Endoscopy is useful to diagnose an anastomotic stricture, marginal ulcer, staple-line dehiscence, gastrogastric fistula, esophagitis, band slippage and erosion and small intestinal bacterial overgrowth. An anastomotic stricture occurs in about 5–7% of patients following RYGB and appears to be more common with stapled anastomoses. Endoscopic balloon dilation to a goal of about 15 mm appears to be safe and effective in most cases without resultant weight gain.[92] Marginal ulcers develop in up to 16% of RYGB patients, with abdominal pain and bleeding being common clinical presentations; however, nearly one-third may be asymptomatic.[93] Recurrent marginal ulcers may require surgical revision of the anastomosis.[94] GI bleeding, either acute or chronic, occurs in about 1–4% of patients after RYGB and most commonly occurs as a result of ulceration at the gastrojejunal anastomosis.

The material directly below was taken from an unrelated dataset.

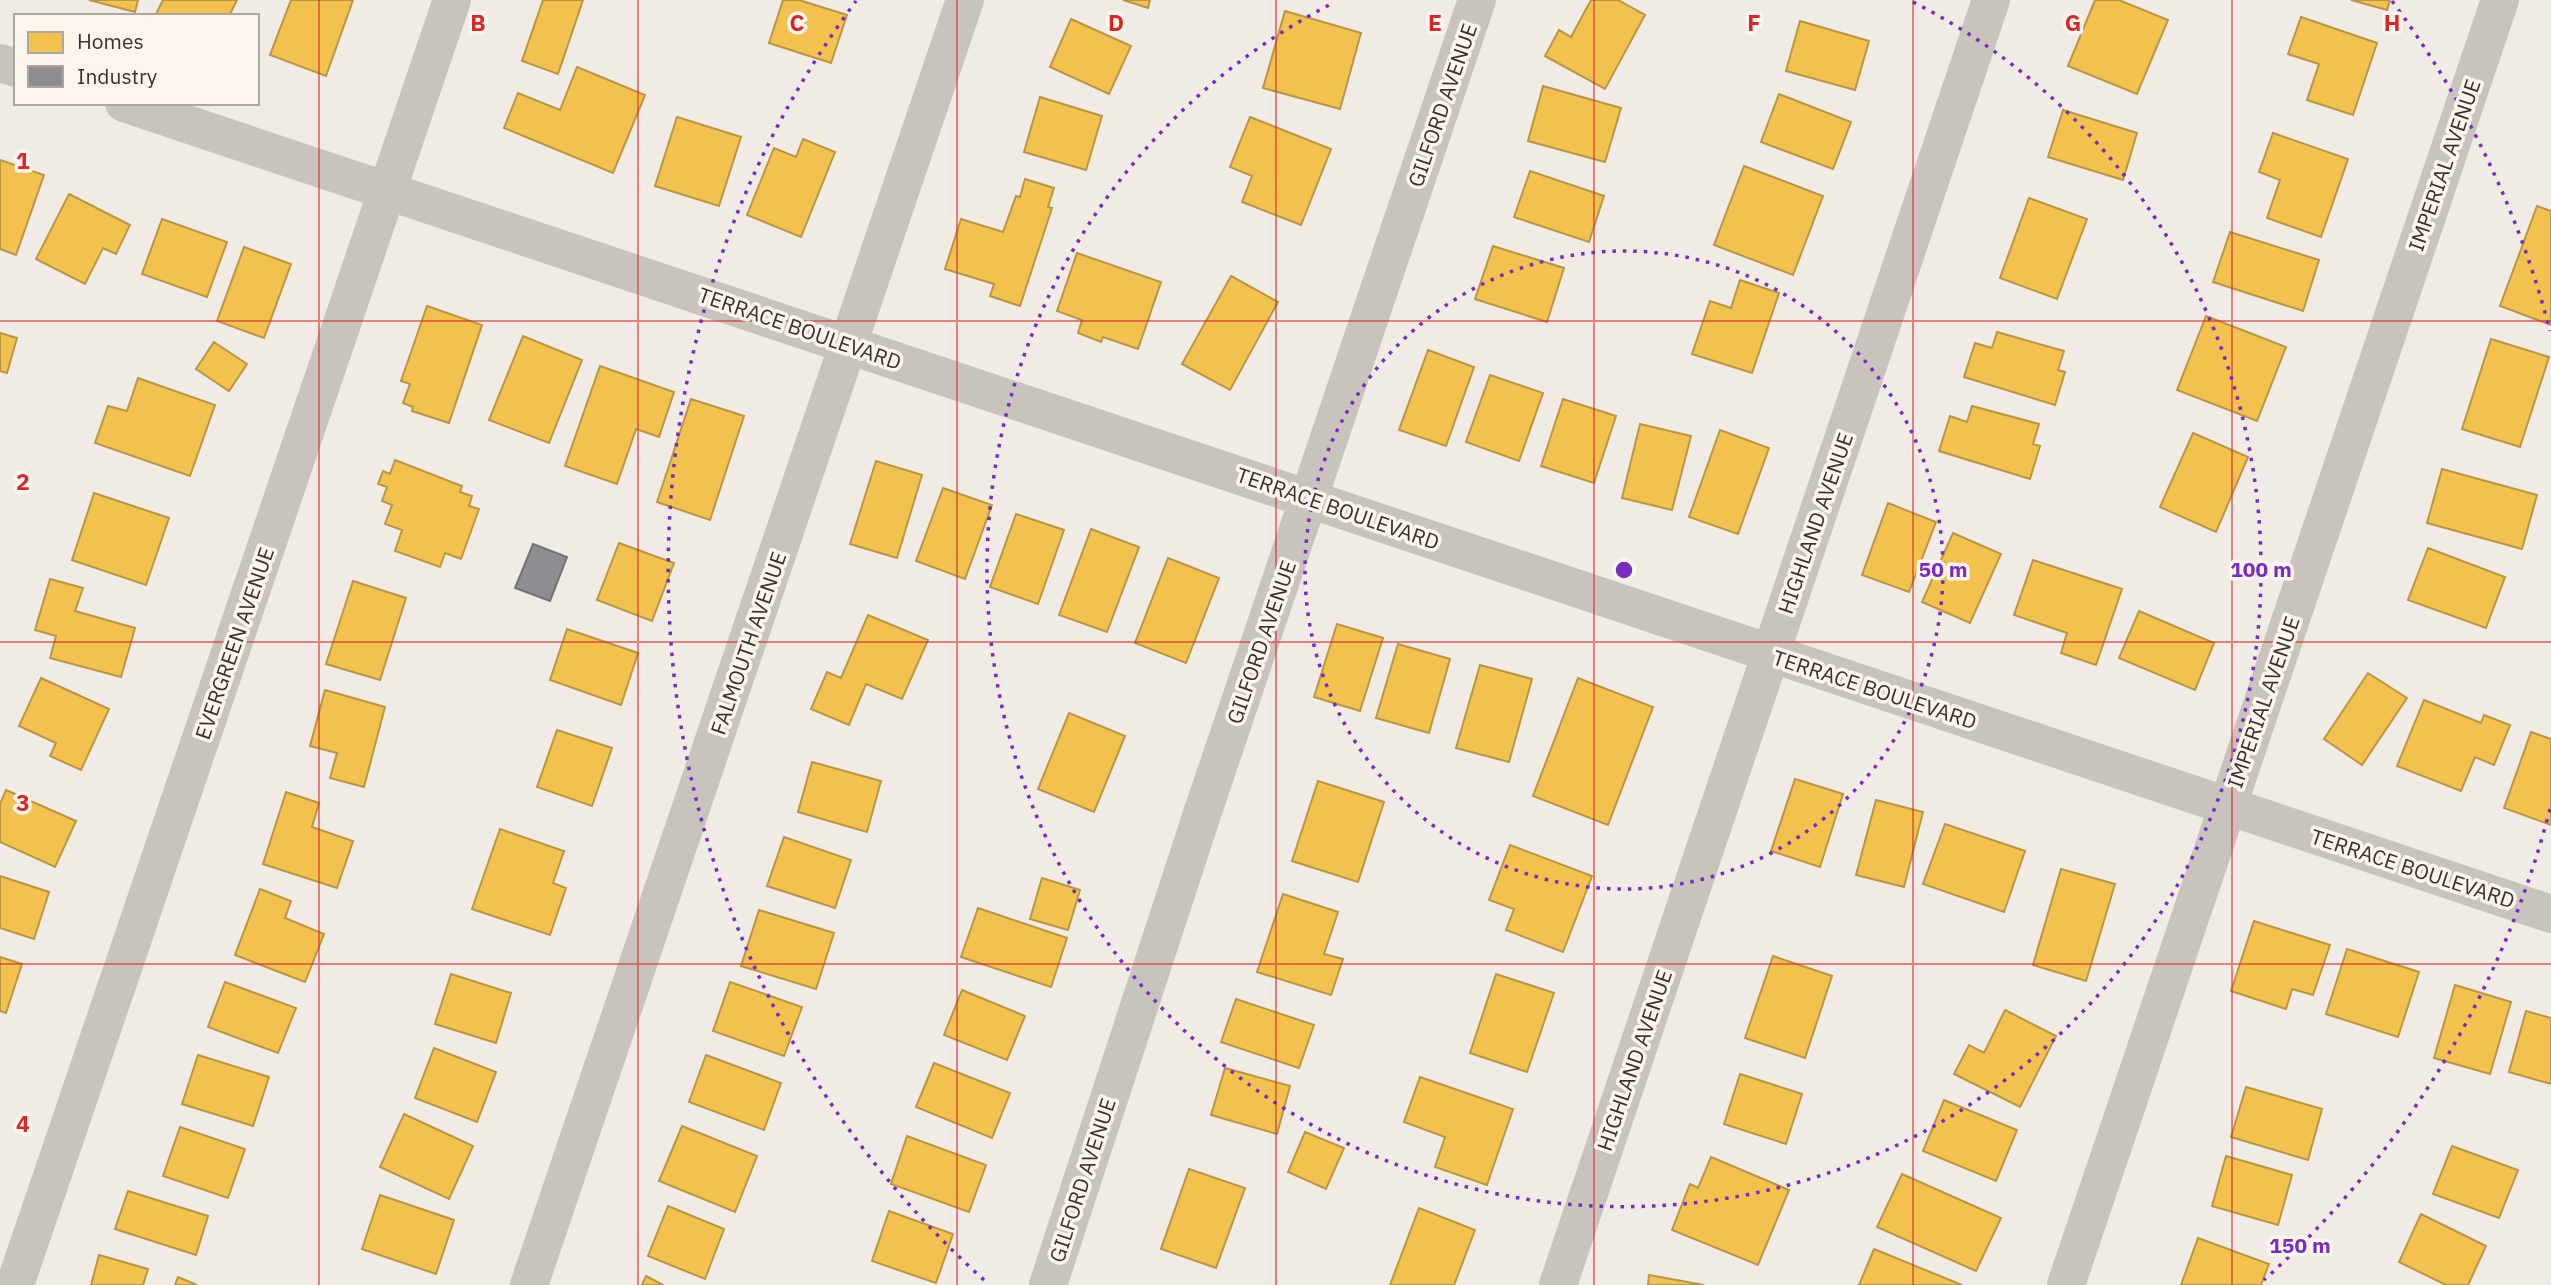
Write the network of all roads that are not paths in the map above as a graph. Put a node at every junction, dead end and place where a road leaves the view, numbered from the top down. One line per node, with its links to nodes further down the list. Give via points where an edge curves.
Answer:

Bleeding from other staple lines or anastomoses may also occur. Band erosion and band slippage are complications typically associated with the AGB; however, a variant of the RYGB that utilizes a band (albeit, not adjustable) to reinforce the gastrojejunal anastomosis may also develop these complications.[95] Band erosion is best diagnosed endoscopically but, in the case of the AGB, will require surgical removal given the presence of tubing that connects the band to a subcutaneous port. After RYGB, an endoscopic procedure is also occasionally necessary to treat choledocholithiasis and, rarely, to place a percutaneous gastrostomy tube in the excluded stomach for decompression or feeding. A balloon-assisted enteroscope may be needed for successful completion of both procedures. Endoscopic repair of small (<10 mm) gastrogastric fistulae is also feasible; although in most cases, the closure is only temporary.[96] Failure to lose weight or eventual weight regain are other potential indications for endoscopy.[97] A full description of these postoperative symptoms and complications is beyond the scope of this review. The interested reader is directed to other recent reviews for a more complete discussion of the endoscopic evaluation and management of postoperative bariatric surgery symptoms and complications.[53,98]

GI Motility Procedures

The role of GI motility procedures in the bariatric surgery patient remains poorly defined. Preoperatively, esophageal manometry and ambulatory pH (with or without impedance testing) is occasionally performed in the patient with GERD and may impact operation selection, as GERD symptoms occur more commonly after AGB and gastrectomy, while RYGB often leads to a resolution of reflux symptoms. Dysphagia may also occur following AGB, and an unusual achalasia-like condition has been described following this operation that may resolve with removal of the band.[99] Esophageal manometry is necessary to identify this condition; however, a dilated esophagus is sometimes present on imaging studies and should raise the suspicion of this complication. Intestinal manometry is rarely needed but may help to identify Roux limb dysmotility or the rare instance of accidental antiperistaltic positioning of the Roux limb during RYGB.[100] Although small intestinal bacterial overgrowth appears to be relatively common after certain bariatric operations, particularly the bypass operations, diagnosis by hydrogen breath testing is of uncertain utility given the altered anatomy, and small bowel aspirate is generally recommended instead. Finally, fecal incontinence is an underappreciated problem both in obesity and after bariatric surgery. A recent report showed that fecal incontinence was common after bariatric surgery, and risk factors for fecal incontinence in women after bariatric surgery included diarrhea and worsening of diarrhea postoperatively, suggesting that such surgery may uncover prior weaknesses in the continence mechanism.[101] Therefore, anorectal manometry and endoanal ultrasonography may play a role in the evaluation of some patients with defecatory complaints after bariatric surgery.